Blockstack Nodes Will Be Paid in BTC – Not STX – to Secure the Network
Blockstack CEO Muneeb Ali. (Credit: Gary Sexton / Blockstack Summit 2019)
Blockstack is giving its long-term holders a new way to earn bitcoin.
Announced Thursday, the decentralized-web startup is rolling out a consensus mechanism that essentially presents a fresh use case for the world’s most popular cryptocurrency.
When version 2.0 of Blockstack’s Stacks blockchain comes out, miners on the network will need to post BTC to mine a block. That BTC will then get shared with nodes maintaining a copy of the ledger.
“We accept bitcoin as the most secure blockchain in the world. We accept a world where this will continue to be the case,” Blockstack CEO Muneeb Ali told CoinDesk in a phone call.
The Stacks blockchain, which aims to put user data in the hands of users, is designed so apps can be built without central data storage. Apps can point to where to look for user data, and these pointers are stored on the Stacks blockchain. STX tokens are needed to participate in the chain.
To prevent spamming, or Sybil, attacks, all cryptocurrencies require some cost for writing new blocks. Bitcoin did this first by essentially requiring miners to spend electricity to participate, with its Proof-of-Work (PoW) consensus mechanism. By requiring miners to buy bitcoin and turn that over to the network to participate, Blockstack thinks it has found an ample cost to help prevent malicious entries.
How it works
Called Proof-of-Transfer (or PoX in the new Blockstack white paper describing the mechanism), the new consensus protocol has two kinds of participants: miners and stackers.
“PoX can help to solve a bootstrapping problem for new blockchains,” the white paper states. “Participation rewards in a separate, potentially more stable, base cryptocurrency can be a better incentive for encouraging initial participation than offering participation rewards in a new cryptocurrency.”
Miners write blocks and earn STX tokens in exchange for their BTC – at a rate of 500 STX per block. That BTC will be distributed among the stackers, who will be keeping a copy of the blockchain and also voting on which version of the chain miners should mine on.
Blockstack distinguishes this new approach from Proof-of-Stake (PoS) because node participants don’t have to put any of their assets at risk to participate, beyond the opportunity cost of agreeing to lock up their STX for some set amount of time.
“Proof of Transfer is a proposed design that uses Bitcoin’s Proof of Work (PoW) to launch new blockchains that are anchored in Bitcoin’s security,” Blockstack wrote in a blog post shared with CoinDesk in advance. “Further, PoX can give incentives to earn Bitcoin rewards to participants of such new blockchains. Such Bitcoin rewards were not possible before PoX. These rewards can potentially be used for use cases like consensus participation, ecosystem developer funds, incentives for specific players, etc.”
To serve as a stacker won’t be cheap, though. It will take roughly $10,000 in STX to participate, Ali said, but like other chains with similar arrangements users won’t need to actually have that much. They can delegate to a service that maintains the node, in exchange for agreeing to lock up STX in collaboration with the node operator.

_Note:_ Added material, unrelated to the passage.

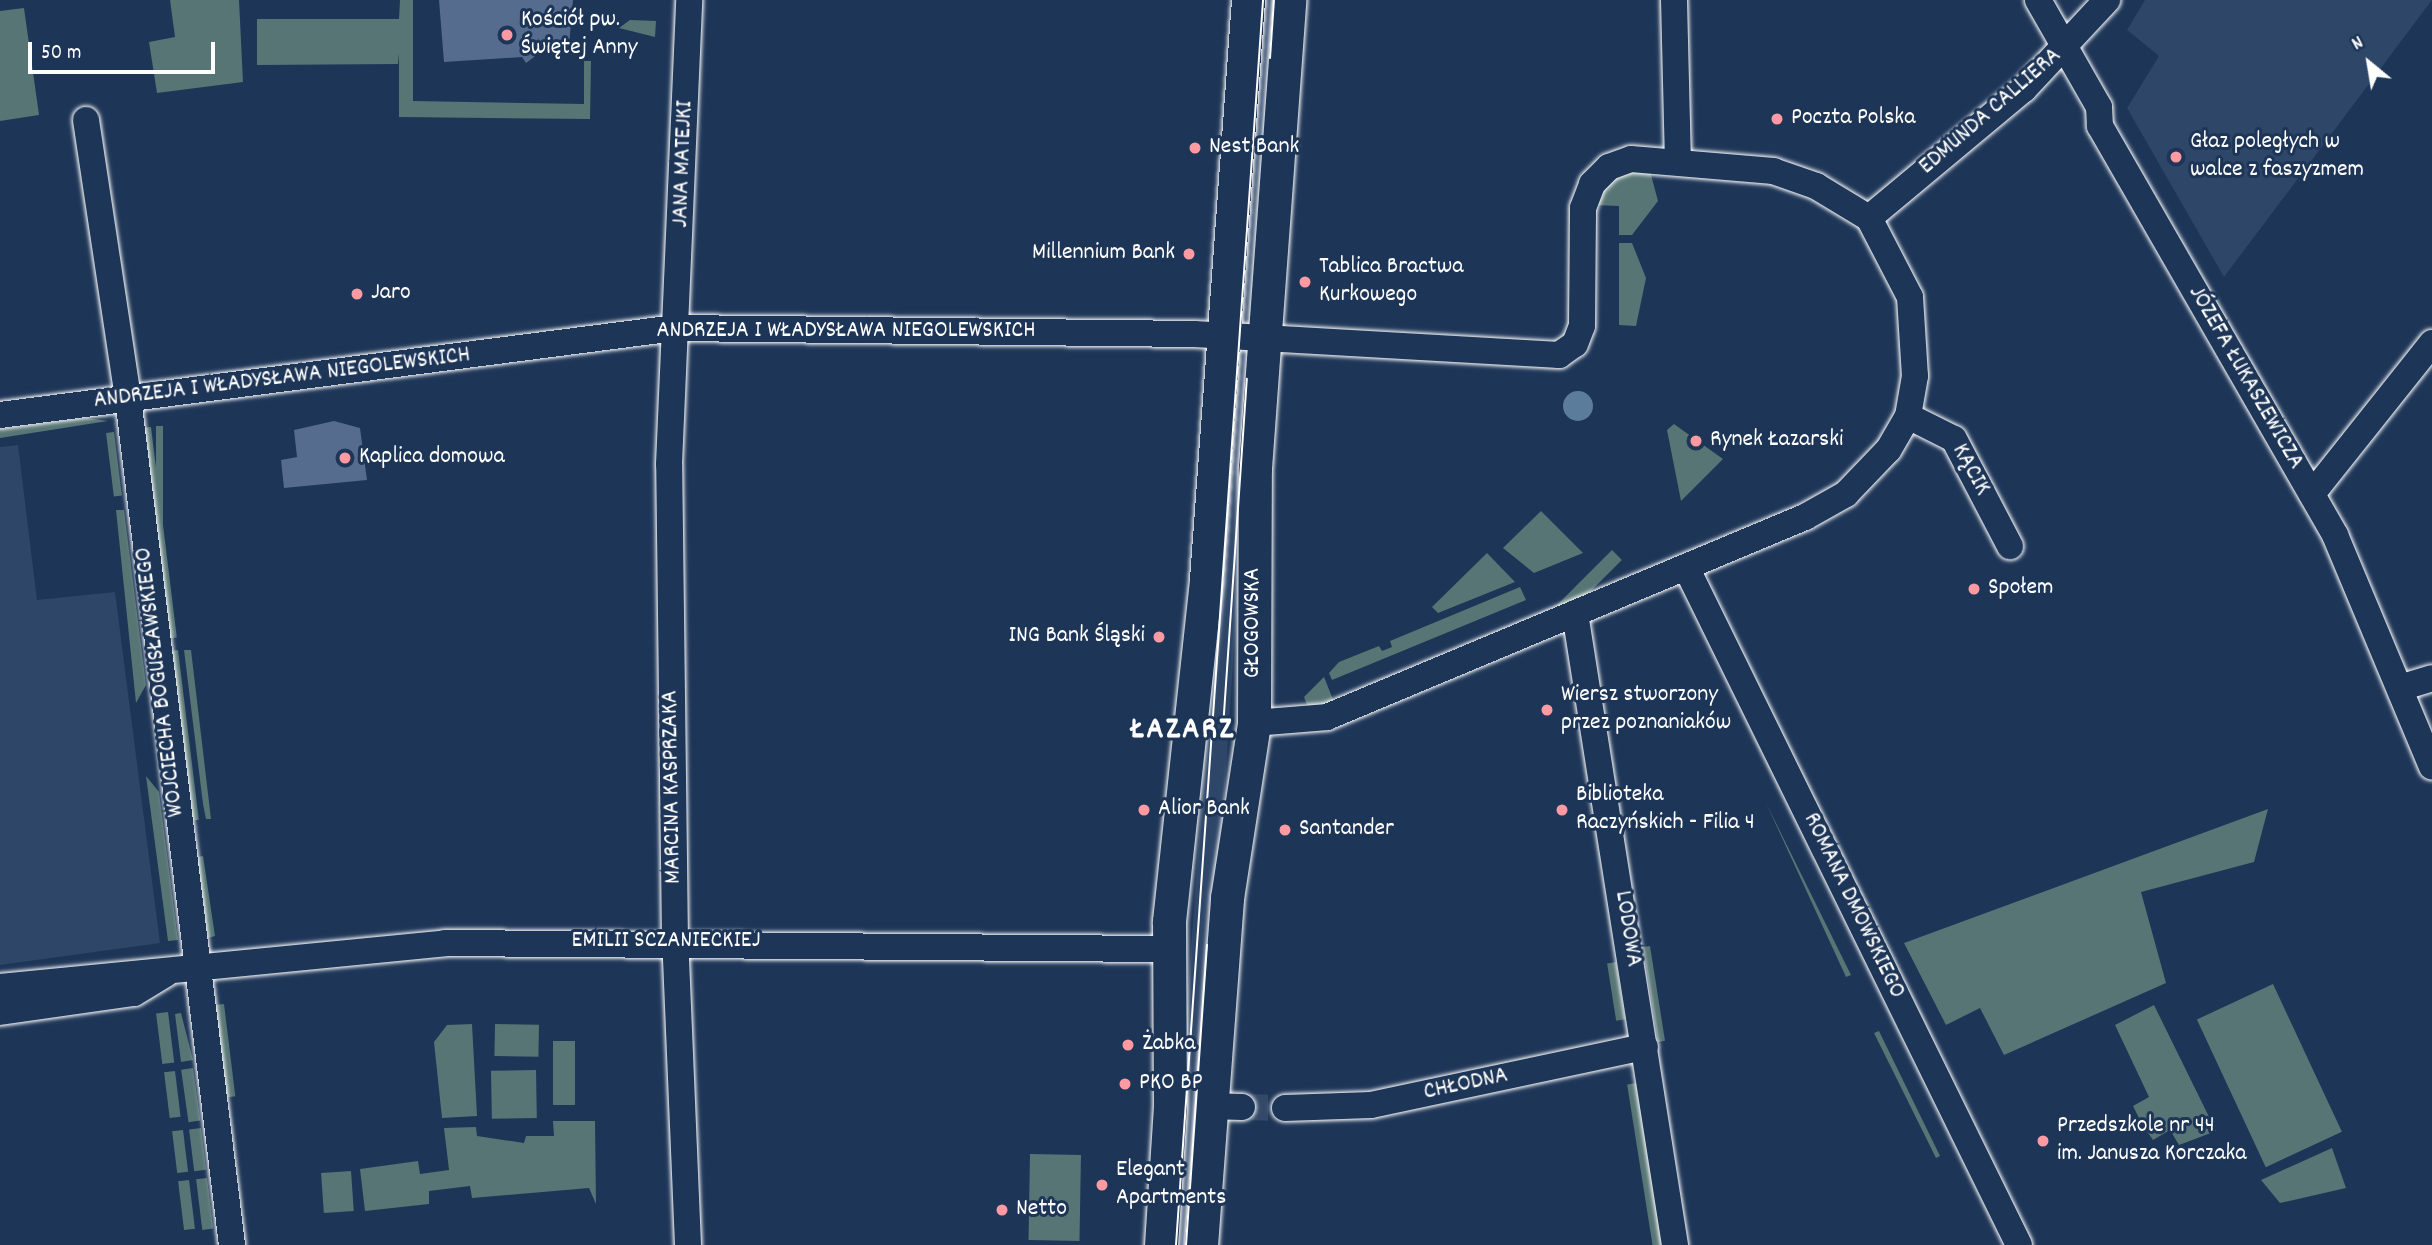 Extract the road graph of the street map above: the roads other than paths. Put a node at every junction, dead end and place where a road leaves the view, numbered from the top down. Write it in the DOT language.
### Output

Tezos has this with its “bakers” and EOS has effectively turned staking eos to vote for validators into a money-making proposition as well, as we previously reported.
What’s new with PoX, though, is participants in the network locking up the native token don’t earn the native token for doing so. They earn BTC.
“I think the market and the entrepreneurs are starting to recognize that bitcoin is the strongest computing network in the world and therefore you can build things on top of it,” Anthony Pompliano, partner at Morgan Creek Digital, told CoinDesk.
But, given the rough outline of the proposal, Pompliano wasn’t sure the bitcoin community would get behind it.
What’s in it for miners?
Mining the Stacks blockchain will be possible with a normal internet connection and computer, Ali said. Miners will just need to watch the price of STX and the price of BTC to assess whether continued participation fits their risk profile.
“In our process of mining, the miners can model PoX mining as almost as an exchange,” Ali said. This should have some sort of arbitrage advantage early on but if all goes well that difference should shrink as participation increases, he added.
Miners’ income opportunities will also go up when Blockstack is ready to release its smart contract language, Clarity. Once miners activate it, they will start earning smart-contract fees. Ali argues Stacks may be attractive for developers looking to use smart contracts because they will be able to get extremely precise cost estimates for their code.
Blockstack will not participate in mining. The current plan, Ali said, is that once 20 miners activate the new version of the software, Blockstack 2.0 will go live. Miners will continue to have the ultimate decision about upgrades on the network.
The current version of Stacks operates atop bitcoin with the vision to eventually migrate out as its own PoW chain. This completely changes with version 2.0.
“With this thing, we basically need to never migrate from bitcoin,” Ali said.